TASK TO CARRY OUT:
Copy every line of the records below where the word "async" occurs.

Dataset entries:
*** Block opens ***
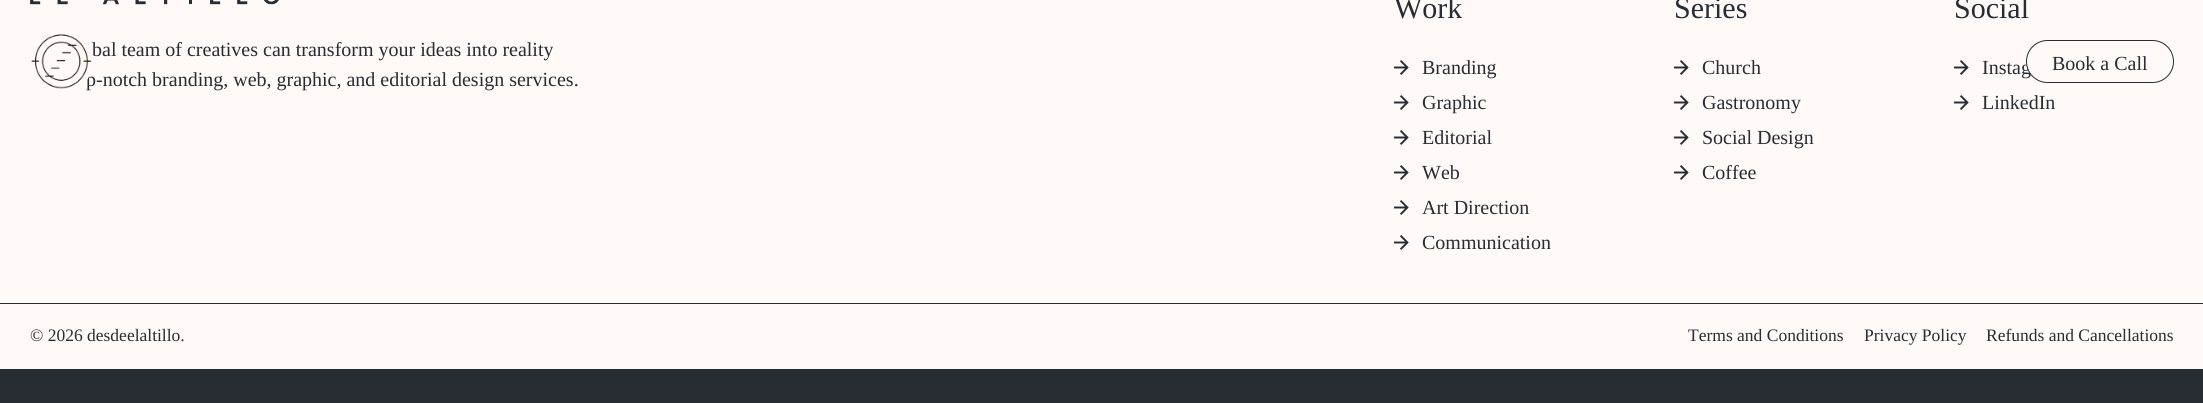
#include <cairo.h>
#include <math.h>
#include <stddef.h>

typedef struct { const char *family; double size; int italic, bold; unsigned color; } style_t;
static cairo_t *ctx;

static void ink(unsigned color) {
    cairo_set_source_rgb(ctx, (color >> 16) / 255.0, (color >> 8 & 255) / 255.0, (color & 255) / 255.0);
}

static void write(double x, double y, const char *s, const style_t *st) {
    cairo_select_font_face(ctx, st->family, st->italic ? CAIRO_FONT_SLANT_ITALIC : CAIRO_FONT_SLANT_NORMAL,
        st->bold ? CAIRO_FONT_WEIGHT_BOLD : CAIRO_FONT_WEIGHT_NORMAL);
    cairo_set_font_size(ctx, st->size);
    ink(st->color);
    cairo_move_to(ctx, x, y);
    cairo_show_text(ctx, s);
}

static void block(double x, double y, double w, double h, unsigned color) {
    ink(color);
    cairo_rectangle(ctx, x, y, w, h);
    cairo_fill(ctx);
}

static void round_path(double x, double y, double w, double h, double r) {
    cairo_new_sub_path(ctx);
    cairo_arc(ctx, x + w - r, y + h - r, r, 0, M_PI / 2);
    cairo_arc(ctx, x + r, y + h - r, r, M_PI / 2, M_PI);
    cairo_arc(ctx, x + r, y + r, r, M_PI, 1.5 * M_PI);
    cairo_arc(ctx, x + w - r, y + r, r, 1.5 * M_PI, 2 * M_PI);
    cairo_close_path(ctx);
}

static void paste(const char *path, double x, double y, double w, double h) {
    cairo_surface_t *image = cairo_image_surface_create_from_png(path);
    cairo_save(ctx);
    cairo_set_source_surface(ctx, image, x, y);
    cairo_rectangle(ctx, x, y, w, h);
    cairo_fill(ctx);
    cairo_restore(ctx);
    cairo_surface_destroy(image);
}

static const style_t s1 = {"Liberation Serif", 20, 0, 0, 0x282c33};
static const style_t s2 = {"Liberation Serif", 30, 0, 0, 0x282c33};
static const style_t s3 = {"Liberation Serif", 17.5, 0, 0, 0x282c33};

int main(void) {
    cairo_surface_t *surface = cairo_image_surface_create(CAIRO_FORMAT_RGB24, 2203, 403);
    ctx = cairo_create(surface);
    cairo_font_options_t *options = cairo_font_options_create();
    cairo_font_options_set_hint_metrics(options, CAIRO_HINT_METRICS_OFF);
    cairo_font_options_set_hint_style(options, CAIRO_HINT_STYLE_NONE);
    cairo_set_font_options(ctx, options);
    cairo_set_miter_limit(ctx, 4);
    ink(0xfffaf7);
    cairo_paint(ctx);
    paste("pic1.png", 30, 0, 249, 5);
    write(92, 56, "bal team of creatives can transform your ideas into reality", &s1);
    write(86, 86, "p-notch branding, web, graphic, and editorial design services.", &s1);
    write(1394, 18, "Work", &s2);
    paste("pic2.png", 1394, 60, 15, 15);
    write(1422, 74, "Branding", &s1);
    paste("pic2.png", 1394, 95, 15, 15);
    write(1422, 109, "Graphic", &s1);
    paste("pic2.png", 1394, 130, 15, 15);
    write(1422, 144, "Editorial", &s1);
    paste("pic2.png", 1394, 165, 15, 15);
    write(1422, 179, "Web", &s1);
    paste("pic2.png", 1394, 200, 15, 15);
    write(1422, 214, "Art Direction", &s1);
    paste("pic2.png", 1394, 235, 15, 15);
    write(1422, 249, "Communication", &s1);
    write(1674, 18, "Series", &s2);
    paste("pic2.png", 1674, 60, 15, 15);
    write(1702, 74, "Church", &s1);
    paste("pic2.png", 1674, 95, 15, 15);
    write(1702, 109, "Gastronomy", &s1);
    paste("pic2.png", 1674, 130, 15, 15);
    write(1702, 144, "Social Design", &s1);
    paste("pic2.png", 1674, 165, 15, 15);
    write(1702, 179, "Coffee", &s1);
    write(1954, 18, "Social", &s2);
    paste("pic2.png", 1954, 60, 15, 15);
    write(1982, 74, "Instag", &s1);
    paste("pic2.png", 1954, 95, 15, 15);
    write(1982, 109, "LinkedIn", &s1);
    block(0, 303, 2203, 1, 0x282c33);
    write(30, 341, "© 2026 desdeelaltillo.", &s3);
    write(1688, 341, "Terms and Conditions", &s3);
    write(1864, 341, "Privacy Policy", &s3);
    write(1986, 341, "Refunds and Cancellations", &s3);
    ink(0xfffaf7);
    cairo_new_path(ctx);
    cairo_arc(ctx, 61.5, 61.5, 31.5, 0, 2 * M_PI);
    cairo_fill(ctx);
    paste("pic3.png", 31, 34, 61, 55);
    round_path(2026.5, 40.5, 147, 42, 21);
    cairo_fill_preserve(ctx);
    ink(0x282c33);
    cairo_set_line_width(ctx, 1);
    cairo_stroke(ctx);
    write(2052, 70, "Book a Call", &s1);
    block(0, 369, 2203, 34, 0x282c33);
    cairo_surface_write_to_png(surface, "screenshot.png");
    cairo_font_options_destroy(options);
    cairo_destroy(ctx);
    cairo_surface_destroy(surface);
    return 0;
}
*** Block closes ***
*** Block opens ***
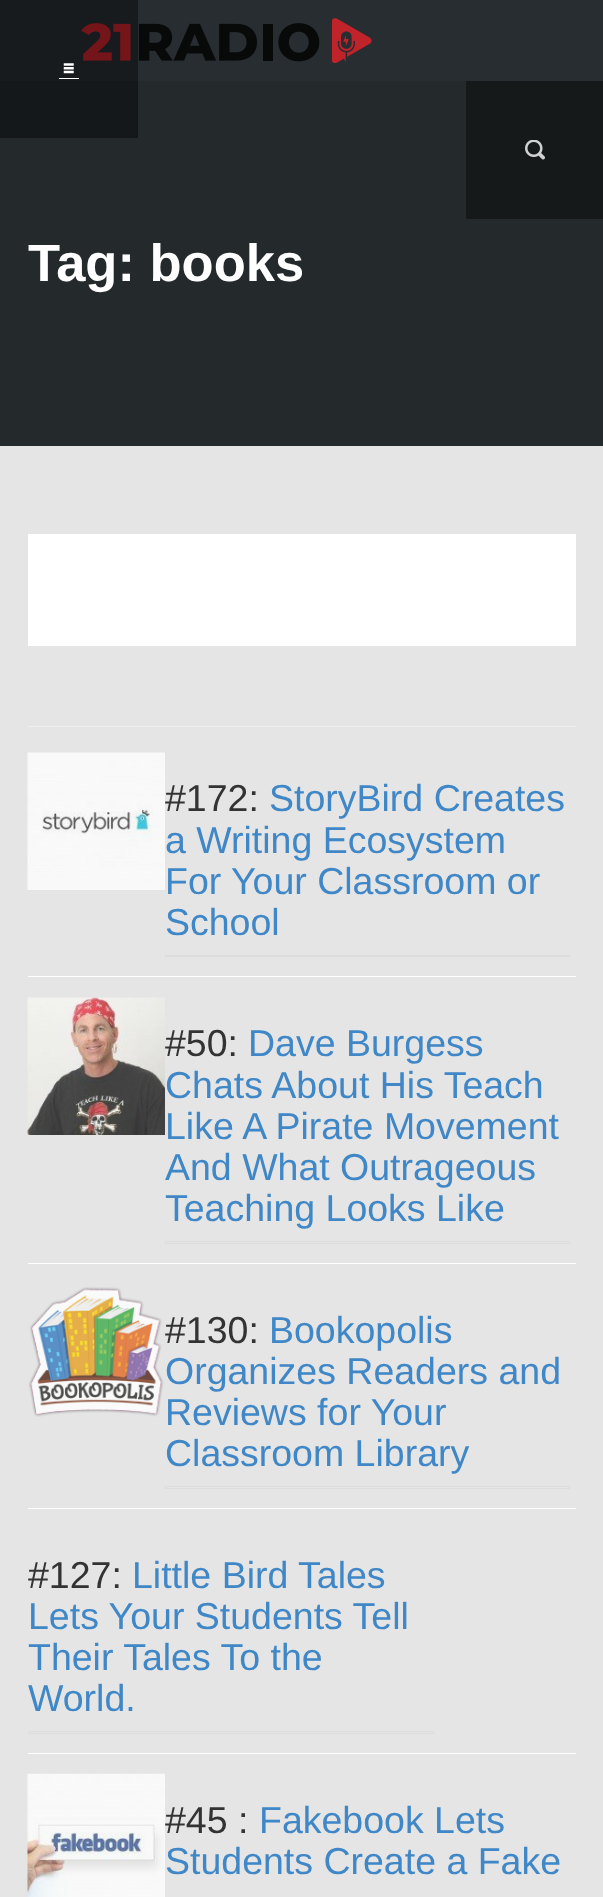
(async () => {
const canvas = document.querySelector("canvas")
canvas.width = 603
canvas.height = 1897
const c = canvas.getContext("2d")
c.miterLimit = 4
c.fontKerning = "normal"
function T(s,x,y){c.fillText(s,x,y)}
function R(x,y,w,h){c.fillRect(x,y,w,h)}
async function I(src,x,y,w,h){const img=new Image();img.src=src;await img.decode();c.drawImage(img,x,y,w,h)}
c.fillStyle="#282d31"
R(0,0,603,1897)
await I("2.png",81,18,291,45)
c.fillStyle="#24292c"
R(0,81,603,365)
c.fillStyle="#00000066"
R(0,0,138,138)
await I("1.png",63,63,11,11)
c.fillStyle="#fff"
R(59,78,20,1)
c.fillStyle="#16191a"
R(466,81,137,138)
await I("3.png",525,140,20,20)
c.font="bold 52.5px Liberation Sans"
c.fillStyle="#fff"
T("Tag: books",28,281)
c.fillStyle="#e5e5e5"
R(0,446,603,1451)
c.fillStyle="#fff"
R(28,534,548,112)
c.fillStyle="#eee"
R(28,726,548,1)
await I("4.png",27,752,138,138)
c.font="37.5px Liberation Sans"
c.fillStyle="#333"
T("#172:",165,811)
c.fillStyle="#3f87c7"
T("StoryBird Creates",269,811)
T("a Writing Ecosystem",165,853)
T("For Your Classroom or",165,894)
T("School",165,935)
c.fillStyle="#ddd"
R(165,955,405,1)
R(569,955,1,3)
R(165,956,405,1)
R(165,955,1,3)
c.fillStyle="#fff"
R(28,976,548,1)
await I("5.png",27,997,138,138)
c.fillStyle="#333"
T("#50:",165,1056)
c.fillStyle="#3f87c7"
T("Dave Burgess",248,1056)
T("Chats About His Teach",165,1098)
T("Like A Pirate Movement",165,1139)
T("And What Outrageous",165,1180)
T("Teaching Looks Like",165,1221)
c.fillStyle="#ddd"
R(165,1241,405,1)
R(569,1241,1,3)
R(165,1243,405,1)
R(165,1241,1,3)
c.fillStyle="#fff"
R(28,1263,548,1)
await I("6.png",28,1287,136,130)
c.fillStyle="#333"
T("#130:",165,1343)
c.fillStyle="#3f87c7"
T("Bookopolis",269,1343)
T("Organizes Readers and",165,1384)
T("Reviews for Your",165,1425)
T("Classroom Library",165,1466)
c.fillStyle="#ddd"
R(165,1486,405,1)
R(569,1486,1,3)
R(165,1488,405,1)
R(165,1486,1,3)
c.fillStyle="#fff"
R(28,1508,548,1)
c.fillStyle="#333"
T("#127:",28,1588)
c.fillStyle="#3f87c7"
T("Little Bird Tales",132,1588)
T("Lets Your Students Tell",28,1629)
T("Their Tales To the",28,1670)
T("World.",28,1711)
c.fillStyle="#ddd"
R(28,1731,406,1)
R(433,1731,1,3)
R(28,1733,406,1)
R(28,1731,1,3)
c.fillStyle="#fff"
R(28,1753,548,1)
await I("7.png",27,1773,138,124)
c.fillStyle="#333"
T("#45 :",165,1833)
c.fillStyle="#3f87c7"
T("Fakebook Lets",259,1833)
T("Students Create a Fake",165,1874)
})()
*** Block closes ***
ANSWER SECTION:
(async () => {
async function I(src,x,y,w,h){const img=new Image();img.src=src;await img.decode();c.drawImage(img,x,y,w,h)}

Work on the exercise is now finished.